[Data excerpts]
============

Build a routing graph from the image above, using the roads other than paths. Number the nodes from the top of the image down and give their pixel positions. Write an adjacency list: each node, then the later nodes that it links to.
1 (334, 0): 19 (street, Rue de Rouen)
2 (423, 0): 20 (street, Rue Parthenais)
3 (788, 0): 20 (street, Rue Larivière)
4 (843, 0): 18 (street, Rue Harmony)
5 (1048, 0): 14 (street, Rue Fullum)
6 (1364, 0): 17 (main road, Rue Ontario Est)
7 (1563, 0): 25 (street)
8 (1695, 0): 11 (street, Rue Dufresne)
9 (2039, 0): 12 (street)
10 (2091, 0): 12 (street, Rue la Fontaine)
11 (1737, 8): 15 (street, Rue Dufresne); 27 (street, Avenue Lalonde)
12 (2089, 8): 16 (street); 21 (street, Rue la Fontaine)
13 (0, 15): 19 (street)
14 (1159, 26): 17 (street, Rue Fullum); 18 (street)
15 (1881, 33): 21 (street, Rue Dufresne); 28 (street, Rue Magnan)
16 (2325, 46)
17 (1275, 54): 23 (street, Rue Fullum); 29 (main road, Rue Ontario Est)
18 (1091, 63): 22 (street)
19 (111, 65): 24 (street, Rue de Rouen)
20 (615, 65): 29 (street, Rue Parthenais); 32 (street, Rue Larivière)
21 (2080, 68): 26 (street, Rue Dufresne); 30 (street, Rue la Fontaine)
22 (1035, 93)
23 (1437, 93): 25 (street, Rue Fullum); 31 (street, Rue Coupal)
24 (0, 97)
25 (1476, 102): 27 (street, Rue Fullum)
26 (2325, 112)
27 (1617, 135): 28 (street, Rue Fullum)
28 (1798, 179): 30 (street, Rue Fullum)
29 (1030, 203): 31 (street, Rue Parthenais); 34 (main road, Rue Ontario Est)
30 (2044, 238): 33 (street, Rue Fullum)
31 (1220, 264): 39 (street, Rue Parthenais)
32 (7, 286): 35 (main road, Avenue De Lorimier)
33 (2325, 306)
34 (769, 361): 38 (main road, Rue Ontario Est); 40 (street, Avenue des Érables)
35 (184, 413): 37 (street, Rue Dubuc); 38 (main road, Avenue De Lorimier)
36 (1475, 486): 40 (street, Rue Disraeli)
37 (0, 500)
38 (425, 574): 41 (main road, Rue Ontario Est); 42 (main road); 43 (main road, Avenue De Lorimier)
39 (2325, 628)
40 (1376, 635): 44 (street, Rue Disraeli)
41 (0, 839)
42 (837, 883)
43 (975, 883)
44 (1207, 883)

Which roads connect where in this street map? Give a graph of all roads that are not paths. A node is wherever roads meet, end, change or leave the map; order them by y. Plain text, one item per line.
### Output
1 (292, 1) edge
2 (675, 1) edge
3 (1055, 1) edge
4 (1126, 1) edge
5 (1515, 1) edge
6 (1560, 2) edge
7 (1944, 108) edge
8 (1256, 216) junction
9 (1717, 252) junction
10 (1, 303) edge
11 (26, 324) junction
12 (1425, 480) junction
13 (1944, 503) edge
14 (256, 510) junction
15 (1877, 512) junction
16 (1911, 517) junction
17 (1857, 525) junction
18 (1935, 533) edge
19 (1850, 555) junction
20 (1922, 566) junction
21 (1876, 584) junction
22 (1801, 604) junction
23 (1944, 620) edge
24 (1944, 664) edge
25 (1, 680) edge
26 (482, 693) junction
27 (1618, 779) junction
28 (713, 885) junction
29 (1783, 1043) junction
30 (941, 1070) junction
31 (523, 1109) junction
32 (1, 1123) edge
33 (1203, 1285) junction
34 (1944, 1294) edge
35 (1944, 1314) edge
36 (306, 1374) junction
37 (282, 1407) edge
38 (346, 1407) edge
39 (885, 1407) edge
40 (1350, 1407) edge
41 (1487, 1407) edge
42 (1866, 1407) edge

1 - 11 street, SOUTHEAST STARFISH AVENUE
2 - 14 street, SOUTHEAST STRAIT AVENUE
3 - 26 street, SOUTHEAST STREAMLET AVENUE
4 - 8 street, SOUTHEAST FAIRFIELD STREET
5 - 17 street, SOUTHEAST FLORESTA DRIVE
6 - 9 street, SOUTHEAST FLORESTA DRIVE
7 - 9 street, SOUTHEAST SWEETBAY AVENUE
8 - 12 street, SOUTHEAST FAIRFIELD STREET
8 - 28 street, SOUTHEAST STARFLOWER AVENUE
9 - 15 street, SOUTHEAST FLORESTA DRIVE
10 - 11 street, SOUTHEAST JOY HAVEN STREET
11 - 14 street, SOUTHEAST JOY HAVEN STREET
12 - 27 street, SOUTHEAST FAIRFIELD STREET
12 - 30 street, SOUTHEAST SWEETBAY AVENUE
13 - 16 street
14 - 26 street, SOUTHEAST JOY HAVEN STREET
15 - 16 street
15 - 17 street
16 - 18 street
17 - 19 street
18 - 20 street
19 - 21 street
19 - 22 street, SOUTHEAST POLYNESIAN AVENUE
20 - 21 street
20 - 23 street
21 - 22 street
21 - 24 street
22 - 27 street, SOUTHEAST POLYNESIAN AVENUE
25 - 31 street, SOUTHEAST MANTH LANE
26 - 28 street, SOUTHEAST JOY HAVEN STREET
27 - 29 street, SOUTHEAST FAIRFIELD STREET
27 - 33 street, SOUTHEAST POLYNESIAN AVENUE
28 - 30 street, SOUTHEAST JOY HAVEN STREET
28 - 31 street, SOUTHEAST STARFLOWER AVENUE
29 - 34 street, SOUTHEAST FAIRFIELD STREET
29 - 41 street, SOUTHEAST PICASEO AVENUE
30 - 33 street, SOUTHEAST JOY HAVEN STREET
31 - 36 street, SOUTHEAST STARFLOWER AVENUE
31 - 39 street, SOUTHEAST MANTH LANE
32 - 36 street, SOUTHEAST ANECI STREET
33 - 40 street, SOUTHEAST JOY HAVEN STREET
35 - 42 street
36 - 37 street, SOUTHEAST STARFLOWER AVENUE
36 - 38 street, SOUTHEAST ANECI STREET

============

▶ [What the task requires] For each entry above, please make an exact copy.

▶ [Result of this task]
Build a routing graph from the image above, using the roads other than paths. Number the nodes from the top of the image down and give their pixel positions. Write an adjacency list: each node, then the later nodes that it links to.
1 (334, 0): 19 (street, Rue de Rouen)
2 (423, 0): 20 (street, Rue Parthenais)
3 (788, 0): 20 (street, Rue Larivière)
4 (843, 0): 18 (street, Rue Harmony)
5 (1048, 0): 14 (street, Rue Fullum)
6 (1364, 0): 17 (main road, Rue Ontario Est)
7 (1563, 0): 25 (street)
8 (1695, 0): 11 (street, Rue Dufresne)
9 (2039, 0): 12 (street)
10 (2091, 0): 12 (street, Rue la Fontaine)
11 (1737, 8): 15 (street, Rue Dufresne); 27 (street, Avenue Lalonde)
12 (2089, 8): 16 (street); 21 (street, Rue la Fontaine)
13 (0, 15): 19 (street)
14 (1159, 26): 17 (street, Rue Fullum); 18 (street)
15 (1881, 33): 21 (street, Rue Dufresne); 28 (street, Rue Magnan)
16 (2325, 46)
17 (1275, 54): 23 (street, Rue Fullum); 29 (main road, Rue Ontario Est)
18 (1091, 63): 22 (street)
19 (111, 65): 24 (street, Rue de Rouen)
20 (615, 65): 29 (street, Rue Parthenais); 32 (street, Rue Larivière)
21 (2080, 68): 26 (street, Rue Dufresne); 30 (street, Rue la Fontaine)
22 (1035, 93)
23 (1437, 93): 25 (street, Rue Fullum); 31 (street, Rue Coupal)
24 (0, 97)
25 (1476, 102): 27 (street, Rue Fullum)
26 (2325, 112)
27 (1617, 135): 28 (street, Rue Fullum)
28 (1798, 179): 30 (street, Rue Fullum)
29 (1030, 203): 31 (street, Rue Parthenais); 34 (main road, Rue Ontario Est)
30 (2044, 238): 33 (street, Rue Fullum)
31 (1220, 264): 39 (street, Rue Parthenais)
32 (7, 286): 35 (main road, Avenue De Lorimier)
33 (2325, 306)
34 (769, 361): 38 (main road, Rue Ontario Est); 40 (street, Avenue des Érables)
35 (184, 413): 37 (street, Rue Dubuc); 38 (main road, Avenue De Lorimier)
36 (1475, 486): 40 (street, Rue Disraeli)
37 (0, 500)
38 (425, 574): 41 (main road, Rue Ontario Est); 42 (main road); 43 (main road, Avenue De Lorimier)
39 (2325, 628)
40 (1376, 635): 44 (street, Rue Disraeli)
41 (0, 839)
42 (837, 883)
43 (975, 883)
44 (1207, 883)

Which roads connect where in this street map? Give a graph of all roads that are not paths. A node is wherever roads meet, end, change or leave the map; order them by y. Plain text, one item per line.
### Output
1 (292, 1) edge
2 (675, 1) edge
3 (1055, 1) edge
4 (1126, 1) edge
5 (1515, 1) edge
6 (1560, 2) edge
7 (1944, 108) edge
8 (1256, 216) junction
9 (1717, 252) junction
10 (1, 303) edge
11 (26, 324) junction
12 (1425, 480) junction
13 (1944, 503) edge
14 (256, 510) junction
15 (1877, 512) junction
16 (1911, 517) junction
17 (1857, 525) junction
18 (1935, 533) edge
19 (1850, 555) junction
20 (1922, 566) junction
21 (1876, 584) junction
22 (1801, 604) junction
23 (1944, 620) edge
24 (1944, 664) edge
25 (1, 680) edge
26 (482, 693) junction
27 (1618, 779) junction
28 (713, 885) junction
29 (1783, 1043) junction
30 (941, 1070) junction
31 (523, 1109) junction
32 (1, 1123) edge
33 (1203, 1285) junction
34 (1944, 1294) edge
35 (1944, 1314) edge
36 (306, 1374) junction
37 (282, 1407) edge
38 (346, 1407) edge
39 (885, 1407) edge
40 (1350, 1407) edge
41 (1487, 1407) edge
42 (1866, 1407) edge

1 - 11 street, SOUTHEAST STARFISH AVENUE
2 - 14 street, SOUTHEAST STRAIT AVENUE
3 - 26 street, SOUTHEAST STREAMLET AVENUE
4 - 8 street, SOUTHEAST FAIRFIELD STREET
5 - 17 street, SOUTHEAST FLORESTA DRIVE
6 - 9 street, SOUTHEAST FLORESTA DRIVE
7 - 9 street, SOUTHEAST SWEETBAY AVENUE
8 - 12 street, SOUTHEAST FAIRFIELD STREET
8 - 28 street, SOUTHEAST STARFLOWER AVENUE
9 - 15 street, SOUTHEAST FLORESTA DRIVE
10 - 11 street, SOUTHEAST JOY HAVEN STREET
11 - 14 street, SOUTHEAST JOY HAVEN STREET
12 - 27 street, SOUTHEAST FAIRFIELD STREET
12 - 30 street, SOUTHEAST SWEETBAY AVENUE
13 - 16 street
14 - 26 street, SOUTHEAST JOY HAVEN STREET
15 - 16 street
15 - 17 street
16 - 18 street
17 - 19 street
18 - 20 street
19 - 21 street
19 - 22 street, SOUTHEAST POLYNESIAN AVENUE
20 - 21 street
20 - 23 street
21 - 22 street
21 - 24 street
22 - 27 street, SOUTHEAST POLYNESIAN AVENUE
25 - 31 street, SOUTHEAST MANTH LANE
26 - 28 street, SOUTHEAST JOY HAVEN STREET
27 - 29 street, SOUTHEAST FAIRFIELD STREET
27 - 33 street, SOUTHEAST POLYNESIAN AVENUE
28 - 30 street, SOUTHEAST JOY HAVEN STREET
28 - 31 street, SOUTHEAST STARFLOWER AVENUE
29 - 34 street, SOUTHEAST FAIRFIELD STREET
29 - 41 street, SOUTHEAST PICASEO AVENUE
30 - 33 street, SOUTHEAST JOY HAVEN STREET
31 - 36 street, SOUTHEAST STARFLOWER AVENUE
31 - 39 street, SOUTHEAST MANTH LANE
32 - 36 street, SOUTHEAST ANECI STREET
33 - 40 street, SOUTHEAST JOY HAVEN STREET
35 - 42 street
36 - 37 street, SOUTHEAST STARFLOWER AVENUE
36 - 38 street, SOUTHEAST ANECI STREET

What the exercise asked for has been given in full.